Tuttavia proprio questa considerazione apre le porte ad un altro aspetto legato stretto stretto all’autostima: la qualità del dialogo interno, ciò che ci si dice fra sé e sé, le considerazioni che si fanno sotto voce, le immagini della giornata che scorrono davanti agli occhi prima di andare a dormire ed i pensieri legati a queste. Quante volte compare la frase “avrei dovuto”, “devo essere”, in un susseguirsi di devo, devo, devo…? Giudizi severi, che pongono davanti ad obblighi e divieti: di essere diversi, di non essere come si è, senza dare la possibilità di sbagliare o di accettare ciò che intanto si è ottenuto.
Vietare una cosa è la miglior strategia per ottenerla.
Così come accade quando si dice “Non pensare all’elefante rosa!” e la prima cosa che viene in mente è un grande e grosso elefante rosa che ci guarda dall’alto e che per un istante occupa tutta la nostra immaginazione.
Per cambiare è necessario prima di tutto accettare.
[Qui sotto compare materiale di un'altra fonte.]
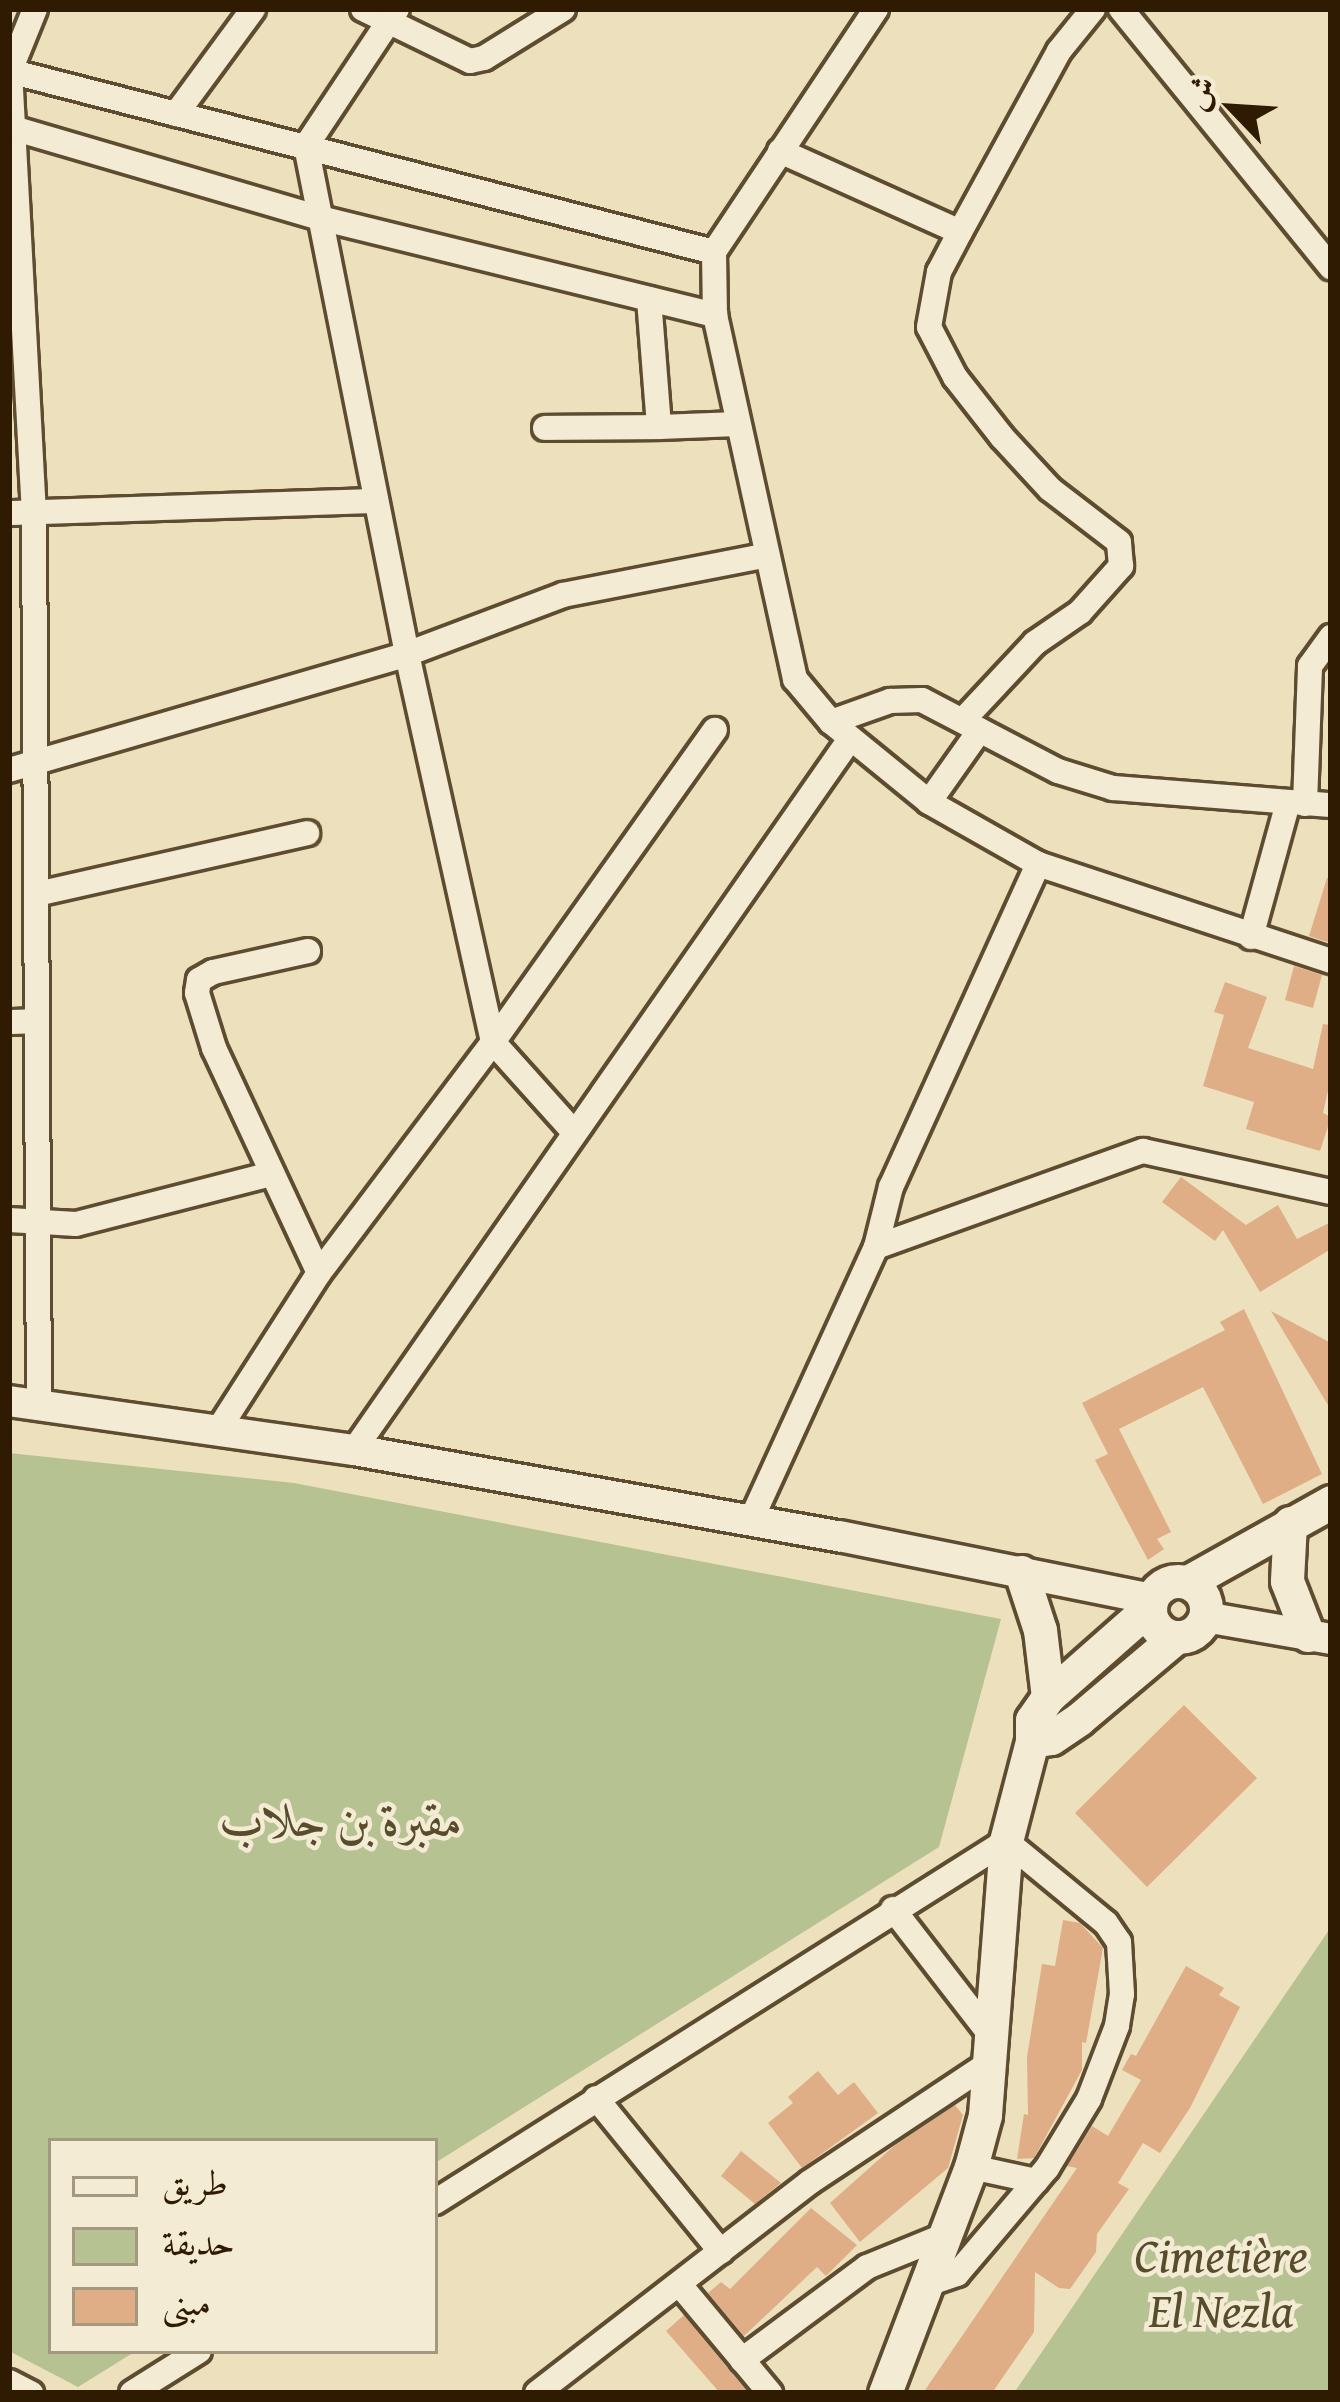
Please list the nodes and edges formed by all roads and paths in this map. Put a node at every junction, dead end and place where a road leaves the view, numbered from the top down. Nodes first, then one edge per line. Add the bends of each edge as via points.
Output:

Accettare di poter avere dei limiti, di aver sbagliato, di essere in una certa maniera.
Quindi non posso pensare di migliorare la mia autostima se innanzitutto non accetto di essere così come sono, magari un po’ timido e impacciato, o insicuro o un po’ iracondo.
Talvolta, quando si parla di emozioni e sentimenti, di passioni e stati d’animo, lo si può fare pensando che questi abbiano l’aspetto di amici di lunga data, compagni di viaggio di tante esperienze. Alcuni sono più ritrosi, altri invadenti, chi con la loro presenza annebbiano la nostra mente, rendendo ogni pensiero lento ed offuscato, altri, al contrario, ci fa sentire più saldi e sicuri.
Perché non poter pensare, allora, che se siamo timidi e impacciati non sia per via dello zampino di un’amica davvero potente, che con la sua presenza è capace di renderci ritrosi, insicuri ed estremamente silenziosi?
“Eccola, è arrivata con tutta la sua aria di fiducia. Mi fa stare in disparte. Ora mi siederò accanto alle altre persone, ascolterò i loro discorsi ed intanto i miei pensieri andranno avanti veloci, ma non abbastanza da permettermi di parlare ed intervenire.”
L’amica-timidezza, un po’ alla volta, inizierò a conoscerla, a chiamarla per nome, a non temere più il suo arrivo, ma anzi, a riconoscerlo per tempo e a prevenirlo. Quando le avrò dato il permesso di entrare in casa mia, con la sua aria austera ed altezzosa, sarà quello il momento in cui l’avrò accettata e presto arriverà anche il momento di lasciarla andare. Le visite si faranno sempre più brevi, alcune saranno addirittura piacevoli, poi sempre più rade. Ma quell’amica che ho tanto temuto resterà sempre nella mia memoria, nei miei ricordi, perché ha fatto parte di me per tanto tempo, lasciandole la porta aperta per quel giorno in cui vorrà tornare a farmi visita. Ora non la temo più.
“Autostima” non significa la presenza di sola forza o l’assenza di debolezze, ma la possibilità della compresenza di queste e dell’accettazione di ogni parte di sé. Come amici o amiche che passano a trovarci con tutta la loro aria di potenza e mistero.